In re Elec. Carbon Products Antitrust Litigation

Decision Date30 August 2004
Docket NumberMDL No. 1514.
Citation333 F.Supp.2d 303
PartiesIn re ELECTRICAL CARBON PRODUCTS ANTITRUST LITIGATION.
CourtU.S. District Court — District of New Jersey

Lisa J. Rodriguez, Esquire, Trujillo Rodriguez & Richards, LLC, Haddonfield, NJ, and Allyn Z. Lite, Esquire, Lite Depalma Greenberg & Rivas, LLC, Newark, NJ, Co-Liaison Counsel for Class Plaintiffs.

Steven A. Asher, Esquire, Fox Rothschild, LLP, Philadelphia, PA, and Melissa H. Maxman, Esquire, Duane Morris, LLP, Philadelphia, PA, and Warren Rubin, Esquire, Law Offices of Bernard M. Gross, PC, Philadelphia, PA, and Howard J. Sedran, Esquire, Levin Fishbein Sedran & Berman, Philadelphia, PA, Executive Committee for Class Plaintiffs.

Robert M. Osgood, Esquire, Jonathan C. Cross, Esquire, Sullivan & Cromwell, LLP, New York, NY, Counsel for Defendants Morgan Crucible Company, PLC, Morganite Industries, Inc., Morganite, Inc., Morgan Advanced Materials & Technology, Inc., and National Electrical Carbon Products, Inc.

Matthew M. Neumeier, Esquire, Brian D. Hansen, Esquire, Jenner & Block, LLP, Chicago, IL, and Joseph A. Martin, Esquire, Archer & Greiner, PC, Haddonfield, NJ, Counsel for Defendants Schunk of North America, Schunk Graphite Technology, and Hoffman Carbon, Inc.

Jerome S. Fortinsky, Esquire, Shearman & Sterling, LLP, New York, NY, and Michael J. Vassalotti, Esquire, Brown & Connery, LLP, Westmont, NJ, Counsel for Defendant SGL Carbon, LLC.

OPINION

SIMANDLE, District Judge.

Presently before the Court are eight motions to dismiss filed by nine corporate defendants in this multi-district case which involves allegations that these corporate defendants, and others, "engaged in a worldwide conspiracy" between January 1990 and December 2001 "the purpose and effect of which was to fix, raise, maintain, or stabilize prices, and to allocate markets and customers for Electrical Carbon Products sold in the United States and elsewhere," in violation of Section 1 of the Sherman Act, 15 U.S.C. § 1. (Third Am. Compl. ¶ 1.) The defendants involved in the present motions fall within three corporate groups: (1) the "Morgan Defendants," namely Morgan Crucible Company PLC, Morganite Industries, Inc., Morganite, Inc., Morgan Advanced Materials & Technology, Inc., and National Electrical Carbon Products, Inc., (2) the "Schunk Defendants," namely Schunk of North America, Schunk Graphite Technology, and Hoffman Carbon, Inc., and (3) SGL Carbon, LLC. Each company in each group asserts that the claims against it must be dismissed because the plaintiffs have failed to plead a sufficient factual basis for their claim that the defendants engaged in an antitrust conspiracy and have failed to allege, with sufficient particularity, that the defendants fraudulently concealed the conspiracy such that the four-year statute of limitations tolled during the 1990s.

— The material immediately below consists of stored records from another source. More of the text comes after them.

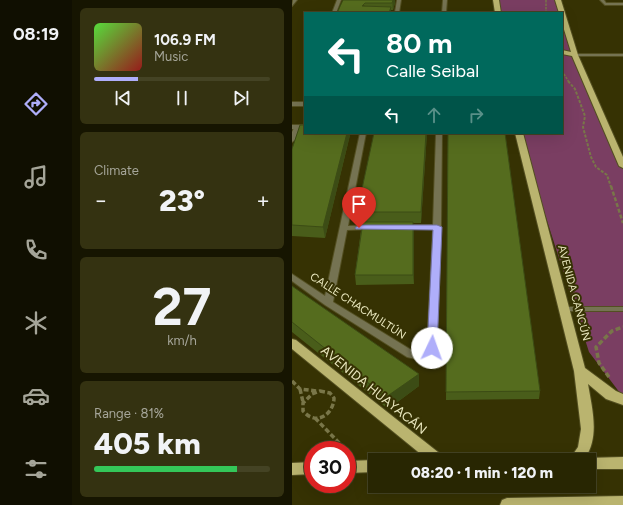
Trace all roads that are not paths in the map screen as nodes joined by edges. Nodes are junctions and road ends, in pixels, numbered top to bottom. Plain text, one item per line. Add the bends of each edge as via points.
1 (295, 0) edge
2 (339, 0) edge
3 (399, 0) edge
4 (445, 0) edge
5 (496, 0) edge
6 (558, 0) edge
7 (602, 0) edge
8 (292, 4) edge
9 (623, 4) edge
10 (334, 12) edge
11 (397, 12) edge
12 (444, 12) edge
13 (498, 12) edge
14 (562, 12) edge
15 (563, 24) edge
16 (563, 52) edge
17 (575, 55) junction
18 (623, 55) edge
19 (292, 104) edge
20 (304, 104) edge
21 (295, 127) edge
22 (363, 134) edge
23 (439, 134) edge
24 (519, 134) edge
25 (292, 140) edge
26 (623, 166) edge
27 (383, 227) edge
28 (398, 227) edge
29 (437, 227) junction
30 (344, 228) junction
31 (292, 277) edge
32 (328, 303) junction
33 (563, 309) junction
34 (623, 309) edge
35 (292, 343) edge
36 (580, 371) junction
37 (623, 400) edge
38 (429, 453) edge
39 (581, 453) edge
40 (596, 463) edge
41 (623, 463) edge
42 (368, 466) edge
43 (356, 467) edge
44 (304, 468) edge
45 (292, 469) edge
46 (623, 503) edge
47 (507, 505) edge

1 - 8 street
2 - 10 street
3 - 11 street
4 - 12 street
5 - 13 main road
6 - 14 main road
7 - 9 street via 605,4
15 - 17 main road
16 - 17 main road
17 - 18 street
17 - 26 main road
19 - 20 street
21 - 25 street
22 - 30 street
23 - 29 street
24 - 33 main road, AVENIDA CANCÚN
27 - 30 street
28 - 29 street
29 - 32 street, CALLE CHACMULTÚN via 432,348 429,352 423,355 410,354
30 - 32 street
31 - 32 street, CALLE CHACMULTÚN
33 - 34 lane
33 - 36 main road, AVENIDA CANCÚN
35 - 38 main road, AVENIDA HUAYACÁN
36 - 37 main road via 611,395
36 - 39 main road, AVENIDA CANCÚN via 588,429
40 - 41 main road
42 - 43 main road
44 - 45 main road
46 - 47 main road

The Court has considered the positions of the parties, including the oral arguments of counsel on July 28, 2004 and August 13, 2004, and has determined, for the reasons stated herein, that the defendants' motions should be denied because the plaintiffs have plead their claims with sufficient factual specificity.

I. BACKGROUND

Consolidated before this Court are multi-district civil actions filed on behalf of companies which purchased Electrical Carbon from five specified company groups between January 1, 1990 and December 31, 2001.1 (Third Am. Compl. ¶ 1.) The involved companies are Morgan Crucible, PLC and five of its subsidiaries,2 Le Carbone Lorraine S.A. and one of its subsidiaries,3 Ludwig Schunk Stiftung e.V. and six affiliated companies,4 SGL Carbon AG and one of its subsidiaries,5 and C. Conradty Nuernberg GmbH. The plaintiffs allege that, between January 1990 and December 2001, these defendants "engaged in a worldwide conspiracy, the purpose and effect of which was to fix, raise, maintain, or stabilize prices, and to allocate markets and customers for Electrical Carbon Products sold in the United States and elsewhere." (Third Am. Compl. ¶ 1.) The allegations are based, in large part, on investigations undertaken by the United States Department of Justice and by the European Commission into whether there was an "international cartel engaged in fixing prices in the Electrical Carbon Products industry." (Third Am. Compl. ¶¶ 41, 51.) The United States investigation led to criminal charges against Morganite, Inc. for conspiring to fix prices of Electrical Carbon Products in the United States and against Morgan Crucible PLC, Ian Norris, Robin D. Emerson, F. Scott Brown, and Jacobus Johan Anton Kroef for obstruction of justice through document destruction and witness tampering.6 (Third Am. Compl. ¶¶ 41-50.) The European investigation resulted in the imposition of million-euro fines on Le Carbone Lorraine, Schunk GmbH, Schunk Kohlenstoff-Technik GmbH, SGL Carbon A.G., Hoffmann & Co., and Conradty.7 (Id. ¶¶ 51-54.)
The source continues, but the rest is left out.